▸ What you are asked to do:
In the records, find every line with the word "lane" and copy it out.
########################################
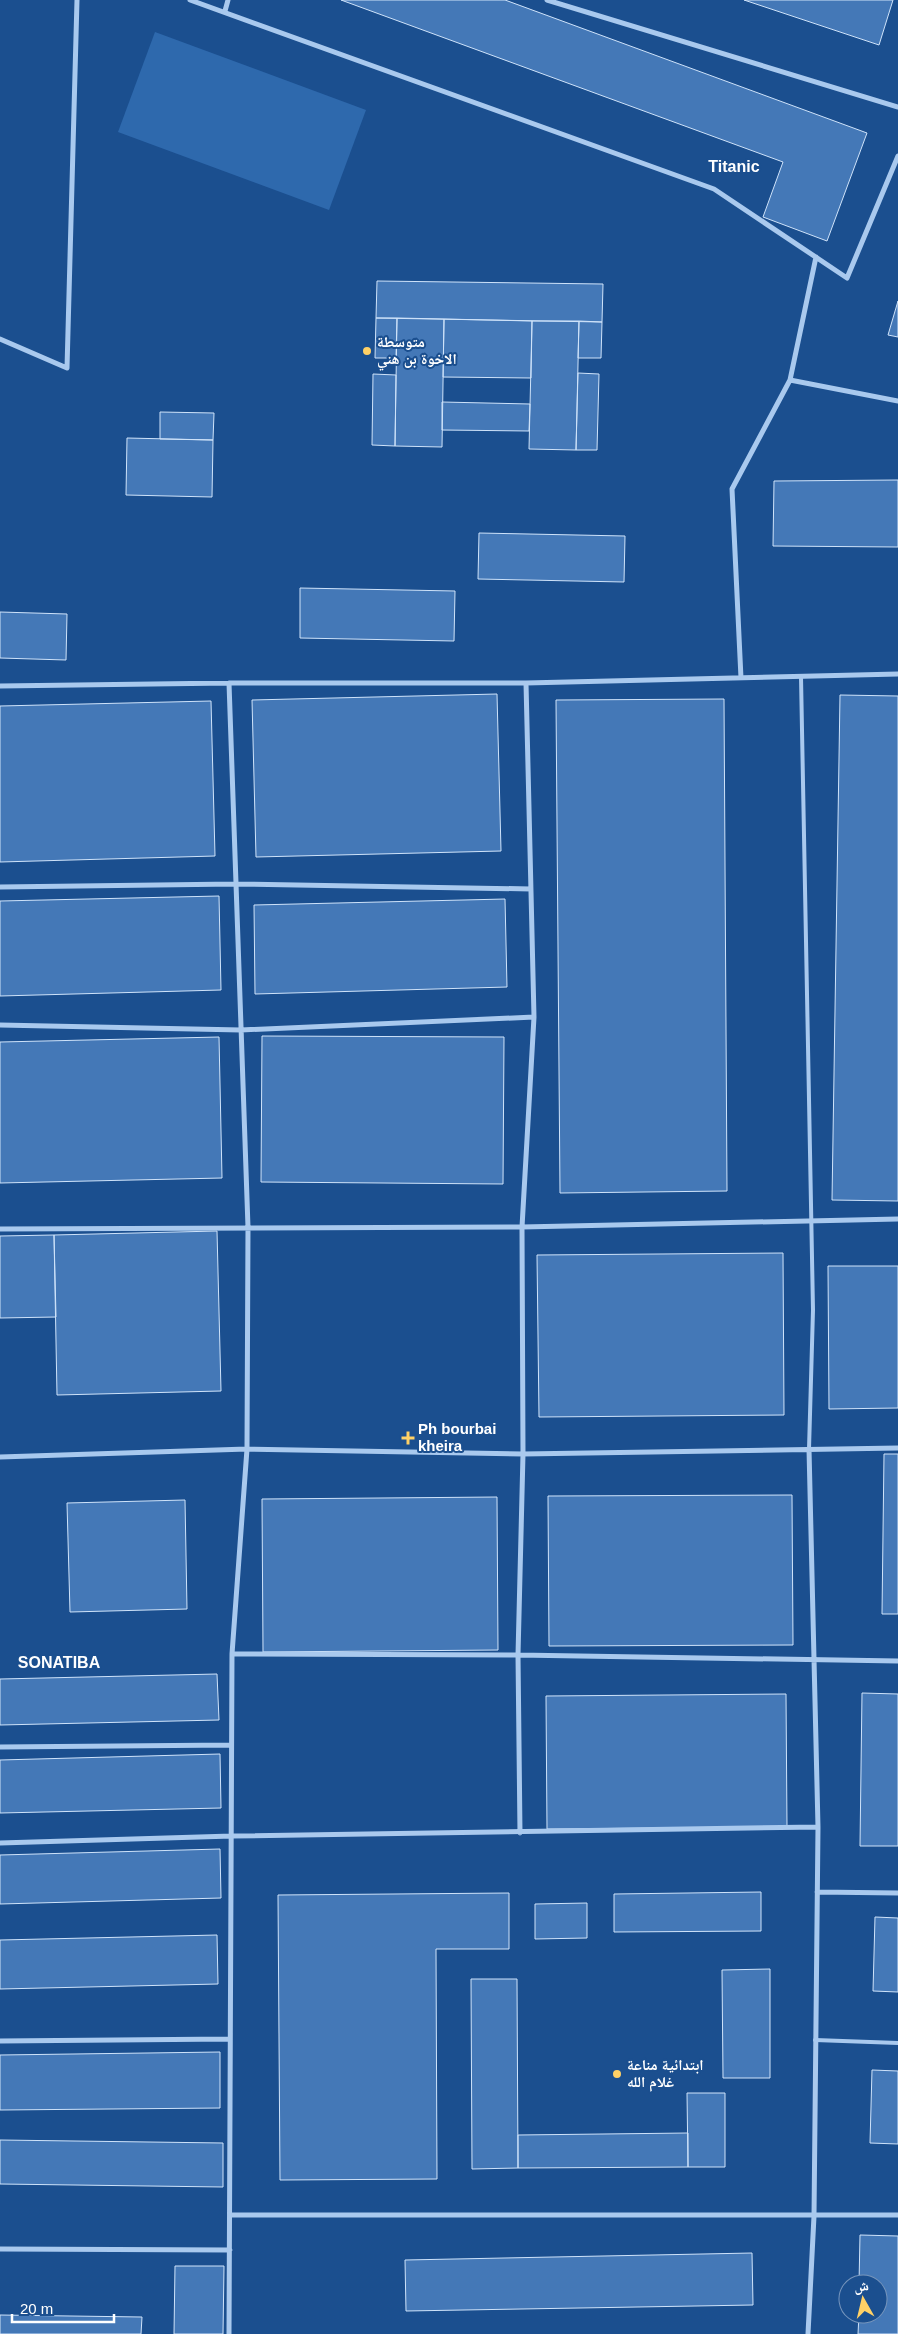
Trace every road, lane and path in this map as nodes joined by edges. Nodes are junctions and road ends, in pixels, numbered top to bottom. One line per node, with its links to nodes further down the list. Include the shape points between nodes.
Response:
1 (77, 0): 9 (street, via 67,368)
2 (190, 0): 5 (street)
3 (228, 0): 5 (street)
4 (547, 0): 6 (street)
5 (225, 11): 8 (street, via 714,189)
6 (898, 107)
7 (898, 156): 8 (street, via 846,278)
8 (816, 257): 10 (street)
9 (0, 338)
10 (790, 380): 11 (street); 14 (street, via 732,489)
11 (898, 401)
12 (898, 674): 13 (street)
13 (801, 677): 14 (street); 25 (lane)
14 (741, 678): 16 (street)
15 (229, 683): 16 (street); 17 (street); 18 (street)
16 (526, 683): 20 (street)
17 (0, 686)
18 (235, 884): 19 (street); 20 (street); 23 (street)
19 (0, 887)
20 (531, 888): 21 (street)
21 (534, 1017): 23 (street); 27 (street)
22 (0, 1026): 23 (street)
23 (241, 1030): 26 (street)
24 (898, 1219): 25 (street)
25 (811, 1222): 27 (street); 31 (lane, via 813,1310)
26 (248, 1227): 27 (street); 28 (street); 30 (street)
27 (522, 1227): 32 (street)
28 (0, 1229)
29 (898, 1448): 31 (street)
30 (247, 1449): 32 (street); 33 (street); 34 (street)
31 (809, 1449): 32 (street); 36 (street)
32 (523, 1454): 35 (street)
33 (0, 1457)
34 (232, 1654): 35 (street); 38 (street)
35 (518, 1655): 36 (street); 41 (street)
36 (814, 1660): 37 (street); 40 (street)
37 (898, 1661)
38 (231, 1745): 39 (street); 42 (street)
39 (0, 1747)
40 (818, 1827): 41 (street); 44 (street)
41 (520, 1833): 42 (street)
42 (232, 1836): 43 (street); 46 (street)
43 (0, 1843)
44 (817, 1892): 45 (street); 47 (street)
45 (898, 1893)
46 (230, 2039): 48 (street); 50 (street)
47 (816, 2040): 49 (lane); 52 (street)
48 (0, 2041)
49 (898, 2043)
50 (230, 2215): 52 (street); 54 (street)
51 (898, 2215): 52 (street)
52 (814, 2216): 56 (street)
53 (0, 2249): 54 (street)
54 (230, 2250): 55 (street)
55 (229, 2334)
56 (808, 2334)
########################################
▸ Solution to this problem:
Trace every road, lane and path in this map as nodes joined by edges. Nodes are junctions and road ends, in pixels, numbered top to bottom. One line per node, with its links to nodes further down the list. Include the shape points between nodes.
13 (801, 677): 14 (street); 25 (lane)
25 (811, 1222): 27 (street); 31 (lane, via 813,1310)
47 (816, 2040): 49 (lane); 52 (street)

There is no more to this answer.